Problem requirements> Search the entries below for "mouth" and copy each matching line.

Entries taken from a collection
■ ■ ■

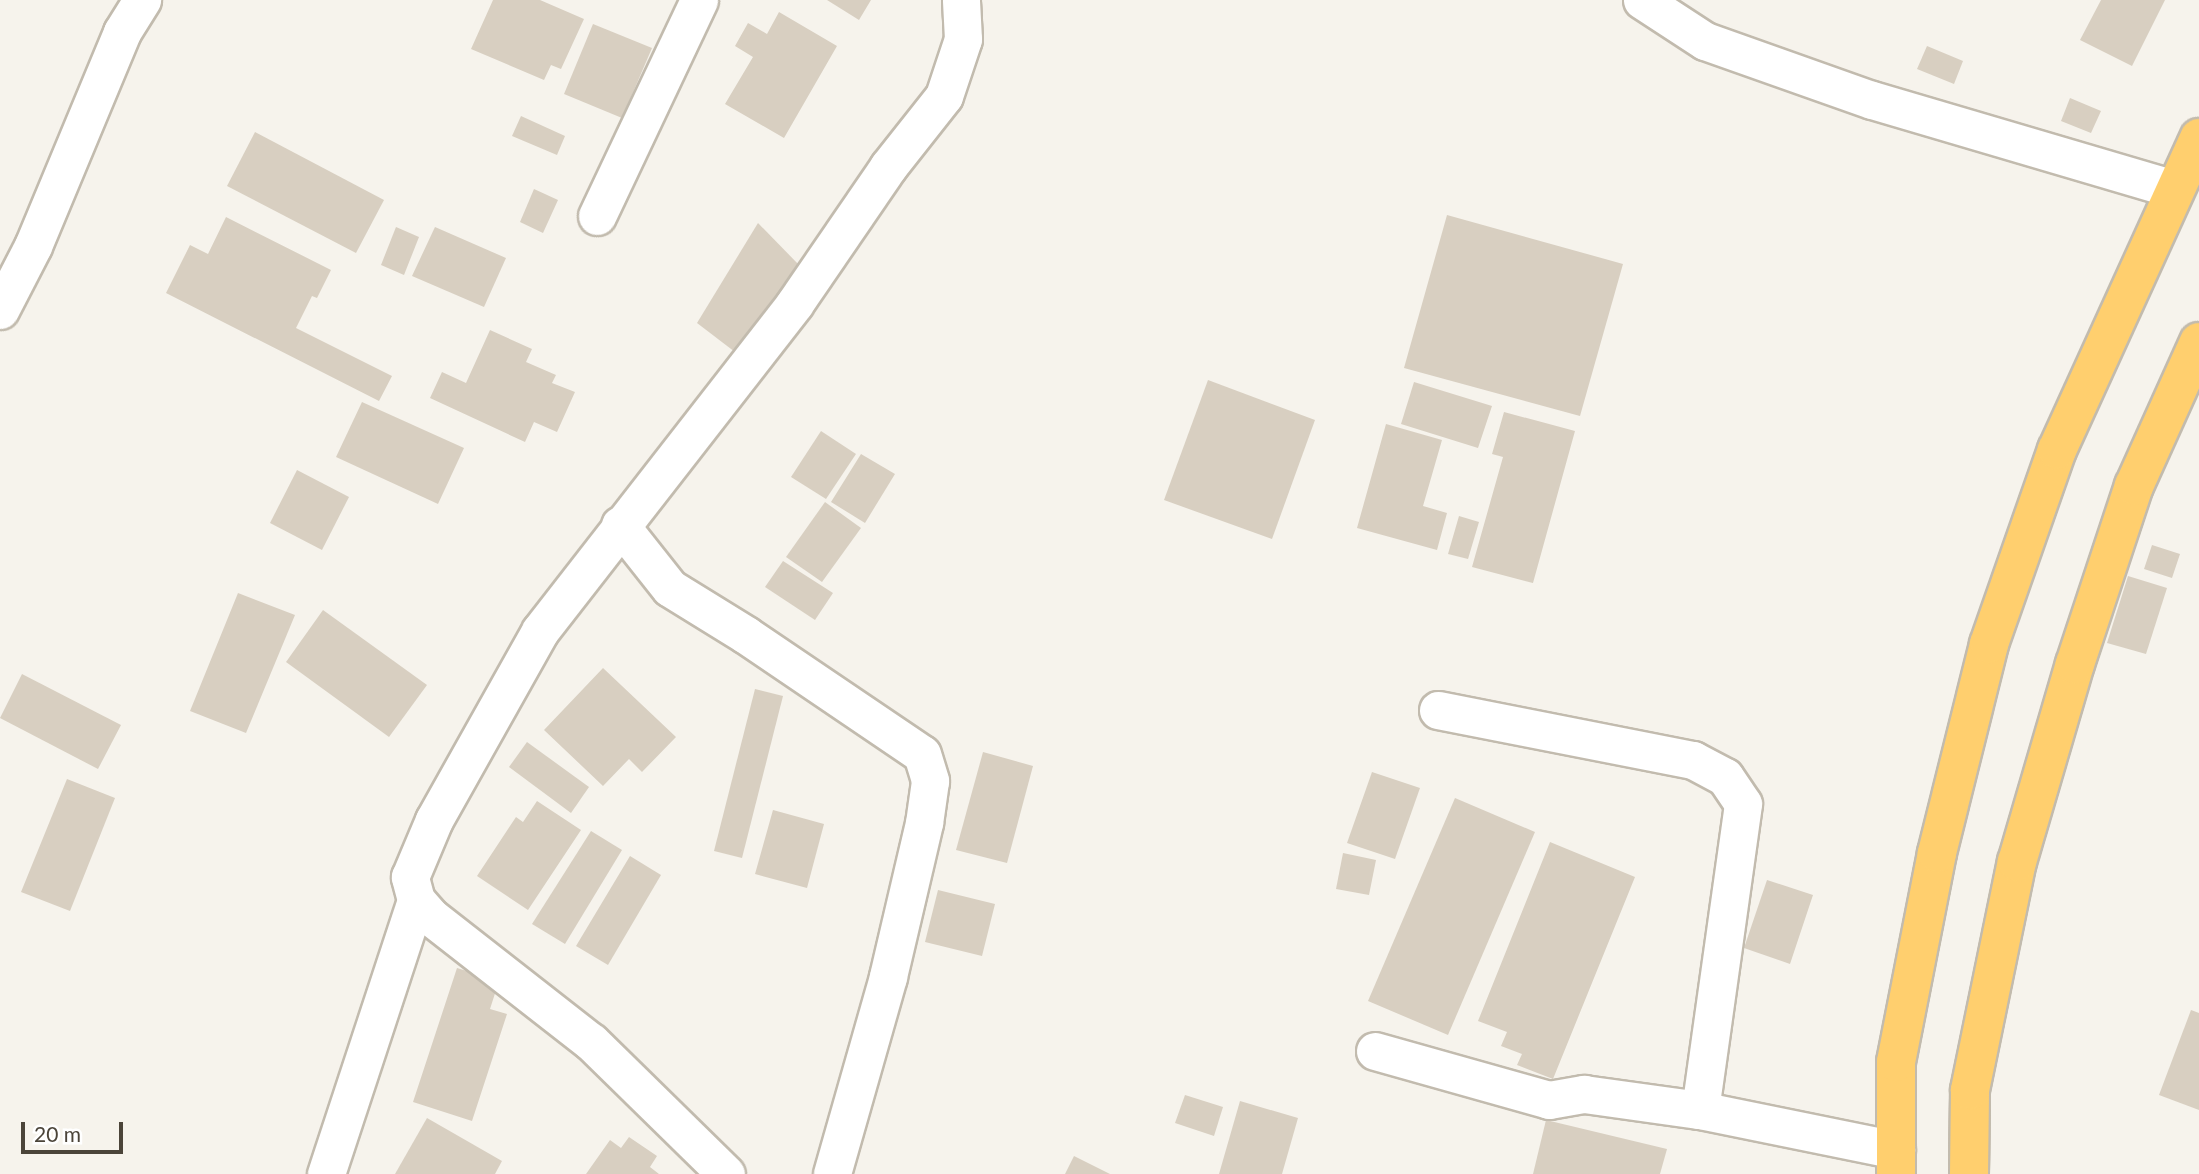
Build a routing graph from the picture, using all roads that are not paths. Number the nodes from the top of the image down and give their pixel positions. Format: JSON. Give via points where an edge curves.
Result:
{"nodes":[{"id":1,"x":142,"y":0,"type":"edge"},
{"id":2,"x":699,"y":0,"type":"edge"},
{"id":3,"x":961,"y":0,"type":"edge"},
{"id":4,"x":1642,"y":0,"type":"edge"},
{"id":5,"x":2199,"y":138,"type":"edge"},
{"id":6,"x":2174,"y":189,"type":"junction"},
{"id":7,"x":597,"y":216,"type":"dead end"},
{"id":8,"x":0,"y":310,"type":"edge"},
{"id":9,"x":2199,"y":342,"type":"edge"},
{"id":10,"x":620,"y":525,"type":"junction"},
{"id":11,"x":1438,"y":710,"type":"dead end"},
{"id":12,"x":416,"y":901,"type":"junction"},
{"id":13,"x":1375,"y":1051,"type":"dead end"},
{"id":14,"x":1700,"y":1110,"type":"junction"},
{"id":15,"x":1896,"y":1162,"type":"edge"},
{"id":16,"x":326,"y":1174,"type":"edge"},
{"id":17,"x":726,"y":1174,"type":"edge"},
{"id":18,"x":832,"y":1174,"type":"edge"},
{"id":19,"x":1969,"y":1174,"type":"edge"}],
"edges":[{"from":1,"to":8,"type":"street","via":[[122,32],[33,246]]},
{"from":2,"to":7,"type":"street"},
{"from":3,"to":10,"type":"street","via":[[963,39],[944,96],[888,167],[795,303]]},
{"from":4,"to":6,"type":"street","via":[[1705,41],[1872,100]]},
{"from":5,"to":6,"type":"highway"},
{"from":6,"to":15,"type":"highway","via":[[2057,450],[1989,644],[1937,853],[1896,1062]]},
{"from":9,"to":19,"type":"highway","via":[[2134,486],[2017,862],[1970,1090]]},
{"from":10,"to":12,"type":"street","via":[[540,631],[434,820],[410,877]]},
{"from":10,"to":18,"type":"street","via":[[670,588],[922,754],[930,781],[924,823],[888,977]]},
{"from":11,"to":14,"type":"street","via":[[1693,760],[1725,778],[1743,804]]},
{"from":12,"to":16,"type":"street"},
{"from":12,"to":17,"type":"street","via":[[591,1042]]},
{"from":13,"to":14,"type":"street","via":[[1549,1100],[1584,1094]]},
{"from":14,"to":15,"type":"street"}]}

■ ■ ■

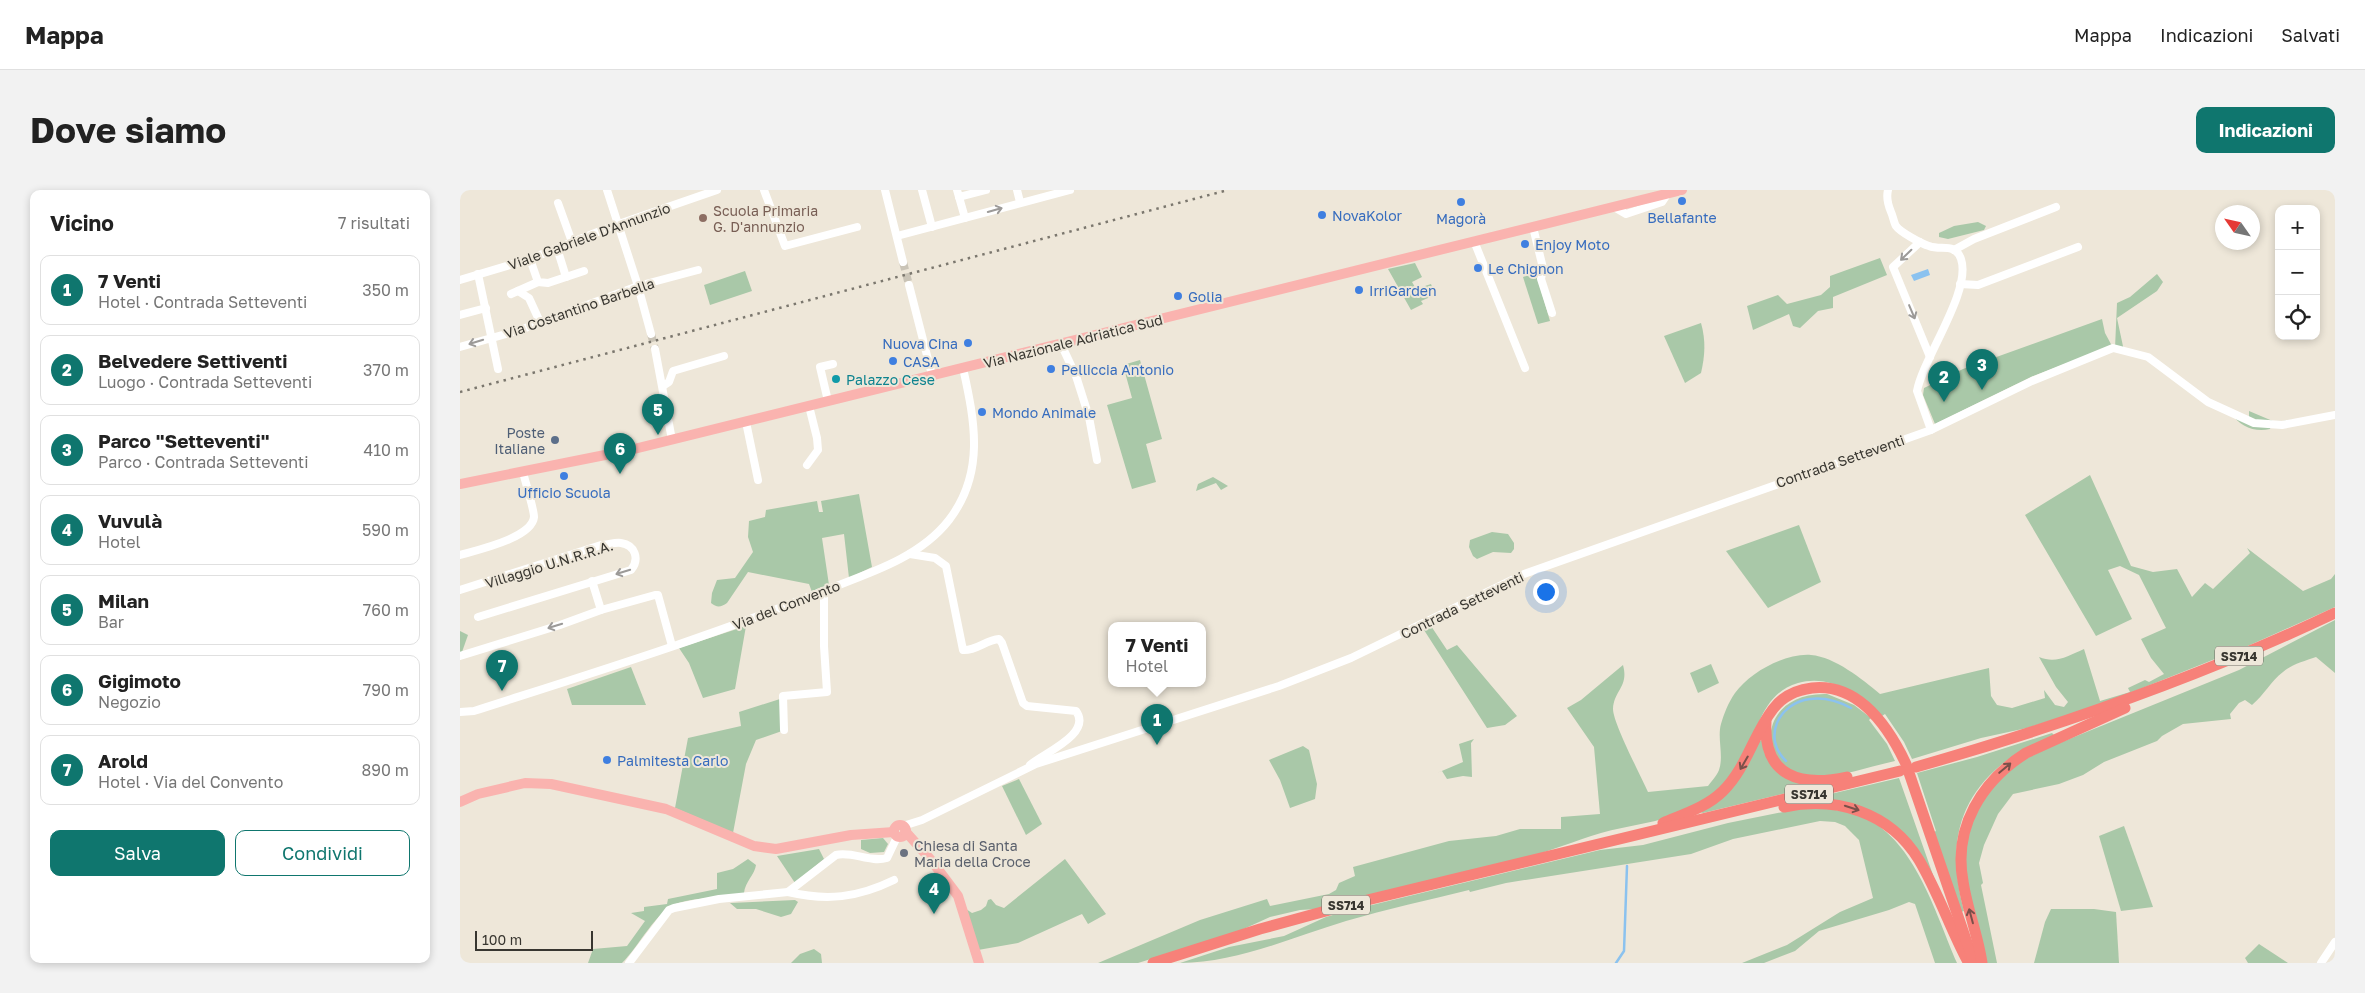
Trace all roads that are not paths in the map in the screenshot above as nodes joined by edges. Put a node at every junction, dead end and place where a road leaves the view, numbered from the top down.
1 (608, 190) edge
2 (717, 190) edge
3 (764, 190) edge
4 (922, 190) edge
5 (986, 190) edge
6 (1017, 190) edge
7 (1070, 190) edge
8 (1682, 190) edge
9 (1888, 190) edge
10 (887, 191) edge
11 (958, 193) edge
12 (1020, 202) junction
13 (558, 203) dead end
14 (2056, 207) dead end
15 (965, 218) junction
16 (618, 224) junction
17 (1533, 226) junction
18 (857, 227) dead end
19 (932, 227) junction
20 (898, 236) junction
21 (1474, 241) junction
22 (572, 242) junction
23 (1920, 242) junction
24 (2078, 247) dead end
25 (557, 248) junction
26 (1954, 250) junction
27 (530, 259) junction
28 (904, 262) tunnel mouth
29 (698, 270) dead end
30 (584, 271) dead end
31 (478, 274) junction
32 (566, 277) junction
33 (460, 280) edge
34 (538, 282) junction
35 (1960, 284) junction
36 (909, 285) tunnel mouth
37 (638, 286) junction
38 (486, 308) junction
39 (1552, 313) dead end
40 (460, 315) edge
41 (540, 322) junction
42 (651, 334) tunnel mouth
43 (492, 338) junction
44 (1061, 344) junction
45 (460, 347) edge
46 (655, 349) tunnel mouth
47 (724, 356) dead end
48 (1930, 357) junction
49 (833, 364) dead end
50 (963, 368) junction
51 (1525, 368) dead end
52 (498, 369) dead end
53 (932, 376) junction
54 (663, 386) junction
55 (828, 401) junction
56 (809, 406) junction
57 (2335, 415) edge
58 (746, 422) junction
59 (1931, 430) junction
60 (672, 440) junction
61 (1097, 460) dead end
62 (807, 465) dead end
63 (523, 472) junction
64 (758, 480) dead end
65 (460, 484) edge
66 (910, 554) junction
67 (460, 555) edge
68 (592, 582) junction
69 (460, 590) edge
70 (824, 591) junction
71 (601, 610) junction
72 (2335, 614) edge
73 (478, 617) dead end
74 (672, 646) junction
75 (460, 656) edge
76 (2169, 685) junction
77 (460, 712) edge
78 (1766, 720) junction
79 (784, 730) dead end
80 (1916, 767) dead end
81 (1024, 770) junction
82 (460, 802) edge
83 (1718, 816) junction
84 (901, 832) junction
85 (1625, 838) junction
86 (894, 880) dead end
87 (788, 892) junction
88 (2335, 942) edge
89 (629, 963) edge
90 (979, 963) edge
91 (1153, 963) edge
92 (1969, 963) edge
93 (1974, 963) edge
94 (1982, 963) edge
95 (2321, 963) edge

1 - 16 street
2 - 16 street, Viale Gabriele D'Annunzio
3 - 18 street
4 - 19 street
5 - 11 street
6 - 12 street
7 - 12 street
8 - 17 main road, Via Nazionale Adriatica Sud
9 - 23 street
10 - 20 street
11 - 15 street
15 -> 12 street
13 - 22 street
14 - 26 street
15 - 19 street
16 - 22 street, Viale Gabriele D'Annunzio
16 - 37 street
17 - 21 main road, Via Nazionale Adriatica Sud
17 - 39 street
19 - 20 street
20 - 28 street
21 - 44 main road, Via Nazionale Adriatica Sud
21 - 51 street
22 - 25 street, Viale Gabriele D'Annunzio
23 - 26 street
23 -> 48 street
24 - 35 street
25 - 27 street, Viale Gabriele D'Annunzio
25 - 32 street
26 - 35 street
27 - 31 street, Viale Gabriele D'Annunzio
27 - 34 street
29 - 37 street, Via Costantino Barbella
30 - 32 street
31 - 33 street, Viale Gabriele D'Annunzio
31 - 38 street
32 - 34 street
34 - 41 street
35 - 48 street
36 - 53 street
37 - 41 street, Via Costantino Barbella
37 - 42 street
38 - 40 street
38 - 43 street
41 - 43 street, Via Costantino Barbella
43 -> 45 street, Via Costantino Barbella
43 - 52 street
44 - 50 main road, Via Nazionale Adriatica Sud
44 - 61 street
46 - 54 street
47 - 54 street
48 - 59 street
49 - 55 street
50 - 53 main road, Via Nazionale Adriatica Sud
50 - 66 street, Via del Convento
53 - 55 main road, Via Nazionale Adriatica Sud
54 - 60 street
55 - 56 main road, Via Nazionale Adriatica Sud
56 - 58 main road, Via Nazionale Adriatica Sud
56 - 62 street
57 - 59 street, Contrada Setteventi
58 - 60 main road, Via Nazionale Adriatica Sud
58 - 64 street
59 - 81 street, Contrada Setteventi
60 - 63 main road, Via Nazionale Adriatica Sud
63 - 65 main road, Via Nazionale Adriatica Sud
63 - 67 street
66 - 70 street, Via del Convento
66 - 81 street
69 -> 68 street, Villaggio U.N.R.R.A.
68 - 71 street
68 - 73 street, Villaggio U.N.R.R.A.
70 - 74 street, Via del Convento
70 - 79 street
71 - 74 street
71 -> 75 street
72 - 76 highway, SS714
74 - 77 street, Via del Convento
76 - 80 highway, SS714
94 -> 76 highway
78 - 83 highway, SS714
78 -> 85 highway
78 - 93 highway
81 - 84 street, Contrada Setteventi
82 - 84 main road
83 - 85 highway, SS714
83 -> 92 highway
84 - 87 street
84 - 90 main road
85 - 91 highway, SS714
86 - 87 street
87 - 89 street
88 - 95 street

■ ■ ■

Answer space>
28 (904, 262) tunnel mouth
36 (909, 285) tunnel mouth
42 (651, 334) tunnel mouth
46 (655, 349) tunnel mouth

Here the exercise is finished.